Мне хочется сегодня ответить тебе подробнее на одно место твоего письма. Ты пишешь, что больше жалеешь меня не из‐за того, что рухнула наша жизнь, а из‐за того, что мне плохо. Поверь мне, Сонюшка, что вся суть моих страданий в первом, а не во втором. Я часто думал, наблюдая своих сотоварищей, почему это они, люди, привыкшие к лагерной жизни (многие из них проделали (так!) германскую и гражданскую войну, многие побывали в плену, другие в концлагерях на общих работах), привыкшие к физическому труду, выросшие на нем, привыкшие к жизни коллективом, к строю, к общему котлу, нарам и т. д., почему эти люди мирятся со своей жизнью здесь хуже, чем я, почему они больше стонут. Пойми, что дело не в моей сдержанности, а по существу. Для меня просто все данные лишения тяжелы, но они, по существу, незначительны для меня. Не в них суть. А вот то, что лишен тебя — и заменить тебя не хочу («Ничего, найдем другую», — здесь слышишь часто). К детям серьезнее. О детях тоскуют. Ими гордятся.
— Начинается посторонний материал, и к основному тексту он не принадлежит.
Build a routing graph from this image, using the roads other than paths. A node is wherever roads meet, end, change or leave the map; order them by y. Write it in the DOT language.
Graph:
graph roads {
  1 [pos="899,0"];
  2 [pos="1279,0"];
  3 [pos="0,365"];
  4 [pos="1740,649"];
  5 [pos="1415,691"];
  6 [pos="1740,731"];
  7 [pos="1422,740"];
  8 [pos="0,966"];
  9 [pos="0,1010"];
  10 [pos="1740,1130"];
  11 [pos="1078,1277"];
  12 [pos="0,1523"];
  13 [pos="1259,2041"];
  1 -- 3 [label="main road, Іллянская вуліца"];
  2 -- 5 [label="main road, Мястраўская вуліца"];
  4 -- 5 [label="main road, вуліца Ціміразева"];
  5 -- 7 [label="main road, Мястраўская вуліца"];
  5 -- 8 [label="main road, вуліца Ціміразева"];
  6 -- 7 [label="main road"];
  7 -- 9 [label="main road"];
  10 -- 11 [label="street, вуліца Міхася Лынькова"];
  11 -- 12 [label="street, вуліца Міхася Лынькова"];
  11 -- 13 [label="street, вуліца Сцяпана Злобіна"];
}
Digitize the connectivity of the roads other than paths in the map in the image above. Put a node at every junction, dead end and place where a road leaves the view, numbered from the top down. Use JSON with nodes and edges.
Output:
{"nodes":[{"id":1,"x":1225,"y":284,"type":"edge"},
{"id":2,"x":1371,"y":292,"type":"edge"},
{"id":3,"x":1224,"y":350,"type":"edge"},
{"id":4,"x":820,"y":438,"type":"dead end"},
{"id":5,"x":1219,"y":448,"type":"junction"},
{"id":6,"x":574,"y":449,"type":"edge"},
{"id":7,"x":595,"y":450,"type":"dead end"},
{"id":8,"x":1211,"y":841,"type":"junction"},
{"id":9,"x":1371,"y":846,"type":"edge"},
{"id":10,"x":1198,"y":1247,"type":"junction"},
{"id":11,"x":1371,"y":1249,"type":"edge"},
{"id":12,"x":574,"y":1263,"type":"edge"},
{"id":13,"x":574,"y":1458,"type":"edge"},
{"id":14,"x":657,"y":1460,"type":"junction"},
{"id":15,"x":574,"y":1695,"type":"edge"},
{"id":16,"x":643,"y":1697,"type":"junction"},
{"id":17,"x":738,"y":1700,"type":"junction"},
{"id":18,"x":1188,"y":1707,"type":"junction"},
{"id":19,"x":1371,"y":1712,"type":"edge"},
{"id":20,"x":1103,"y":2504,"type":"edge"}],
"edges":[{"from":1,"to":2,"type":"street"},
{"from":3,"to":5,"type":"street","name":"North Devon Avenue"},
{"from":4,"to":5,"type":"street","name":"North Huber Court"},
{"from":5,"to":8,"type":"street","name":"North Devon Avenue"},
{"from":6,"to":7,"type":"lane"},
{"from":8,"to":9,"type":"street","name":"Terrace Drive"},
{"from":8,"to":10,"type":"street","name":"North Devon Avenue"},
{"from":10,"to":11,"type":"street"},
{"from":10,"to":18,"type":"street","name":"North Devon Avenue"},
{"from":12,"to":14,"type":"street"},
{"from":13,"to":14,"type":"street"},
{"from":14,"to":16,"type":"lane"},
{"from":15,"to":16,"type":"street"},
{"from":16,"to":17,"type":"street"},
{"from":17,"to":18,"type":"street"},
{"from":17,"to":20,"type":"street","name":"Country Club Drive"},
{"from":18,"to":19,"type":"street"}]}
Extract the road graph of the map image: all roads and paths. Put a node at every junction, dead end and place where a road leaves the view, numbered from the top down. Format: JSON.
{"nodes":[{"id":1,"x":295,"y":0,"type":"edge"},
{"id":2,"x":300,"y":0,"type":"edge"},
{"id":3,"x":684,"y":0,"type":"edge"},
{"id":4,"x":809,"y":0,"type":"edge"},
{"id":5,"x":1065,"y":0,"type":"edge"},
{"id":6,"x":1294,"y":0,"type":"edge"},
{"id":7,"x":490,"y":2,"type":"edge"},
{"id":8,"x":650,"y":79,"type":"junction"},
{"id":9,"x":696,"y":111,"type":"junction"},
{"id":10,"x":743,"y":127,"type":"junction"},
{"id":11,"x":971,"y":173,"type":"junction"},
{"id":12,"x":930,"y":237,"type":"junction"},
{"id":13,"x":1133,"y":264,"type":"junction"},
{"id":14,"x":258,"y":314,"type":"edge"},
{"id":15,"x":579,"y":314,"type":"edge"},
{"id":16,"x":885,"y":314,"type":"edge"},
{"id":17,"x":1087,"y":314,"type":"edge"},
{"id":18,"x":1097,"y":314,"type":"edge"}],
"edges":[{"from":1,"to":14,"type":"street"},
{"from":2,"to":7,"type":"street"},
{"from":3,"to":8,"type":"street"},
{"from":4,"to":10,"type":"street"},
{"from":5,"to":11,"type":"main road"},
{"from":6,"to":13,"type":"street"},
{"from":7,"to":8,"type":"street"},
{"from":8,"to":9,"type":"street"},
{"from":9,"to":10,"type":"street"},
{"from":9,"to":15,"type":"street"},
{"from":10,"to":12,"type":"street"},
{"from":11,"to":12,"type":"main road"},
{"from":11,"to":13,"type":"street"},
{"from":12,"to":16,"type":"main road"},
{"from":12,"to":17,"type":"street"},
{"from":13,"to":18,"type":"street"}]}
Что дети мои в очень существенное для отца время оторваны от меня, что я лишен любимых мною людей, лишен своей науки, воплощения своих научных и просветительных замыслов, вольной природы (не из‐за частокола или конвоя), словом, всего того, что составляло содержание моей жизни — которая отнята от меня, вот что тяготит меня. Настройся и ты так. А о моих «лишениях» в здешнем быту думай поменьше и не волнуйся из‐за них, тем более что жизнь постепенно улучшается. Из моих последних писем ты видела, что мое душевное состояние стало спокойнее, яснее. Весь прошлый год месяц за месяцем шло ухудшение. Если с прибытием сюда в некоторых отношениях стало лучше, то в другом хуже. Так шло до Сангородка. После него шло уже на улучшение. А в августе уже определенно наступила для меня лучшая пора. Ты ведь это и сама чувствуешь. Сейчас я переведен в барак к десятникам, где всего 10 человек. Стало тише, чище. Представь, что я простился с моим местом на нарах, где пролежал четыре месяца, не без сожаления. Привык! Как-то отогрел! Сейчас скажу слова безотрадной мудрости: «Привычка свыше нам дана, замена счастию она»[495]
.Ты два раза в письме советуешь не завидовать вам. Да что ты! Вот уж ни малейшей тени этого чувства нет на душе. Я сперва думал, что многие из моих знакомых (ведь их много), а также таких, какие были уже в лагерях или в ссылке, вновь заключены. Потом у меня создалось на время мнение, что я один заключен. И я только радовался этому. Вспомнились слова нашего бутырского старосты: «Нет уж, не хочу сидеть один, пусть и другие попробуют»; <они> мне кажутся чудовищны, и поговорку «На миру и смерть красна» — здесь применять нехорошо. О Тат. Ил.[496]
ты мне писала, что она с мужем покинула Москву. Я был так далек от каких-либо грустных мыслей касательно их, что понял так — Сем. Ник.[497] получил где-нибудь в провинции очень выгодное место, а Тат. Ил., как преданная жена, поехала за ним. Ну, до следующего письма, моя любимушка.Прости, что пишу в приписке. Если куртку, что носил Сережа, прислать нельзя, то сделать новую очень хорошо. За валенки спасибо. Я не буду зависеть от случайностей.
Пришли 2 наволочки на маленькие подушки.
Сонечка, мой бесценный друг, ты боялась, что твои письма из Ленинграда только бередят меня. Да что ты! Получил сразу три. (Как скоро дошли!) Знаешь ли ты, что я испытал, читая их? Ты помнишь мой ответ на твое первое письмо сюда. Радость моя была так сильна, так светла, так глубока — что мне стало безразлично все, все остальное. Я испытал то чувство, с которым хорошо умирать, такой завершенности жизни. Только первое письмо, такое само по себе прекрасное, сделало мне боль — от чувства жалости к тебе. Все же остальное — о, сколько сил влила в меня твоя поездка. Я задыхался от волнения, читая каждое слово, начиная от Медного Всадника, Детского села — г. Пушкина (как хорошо ты почувствовала, какой раной он был для нашей жизни), а потом встреча с Танюшей — «девочкой с двумя косичками», как я называл ее, рассказывая ей в детстве сказки, в которых выводил и ее, потом тетя Аня, приход Сережи. Благословляю эти часы! А потом письмо о посещении моего padre Ивана Михайловича, учителя в университете, ставшего действительно мне отцом.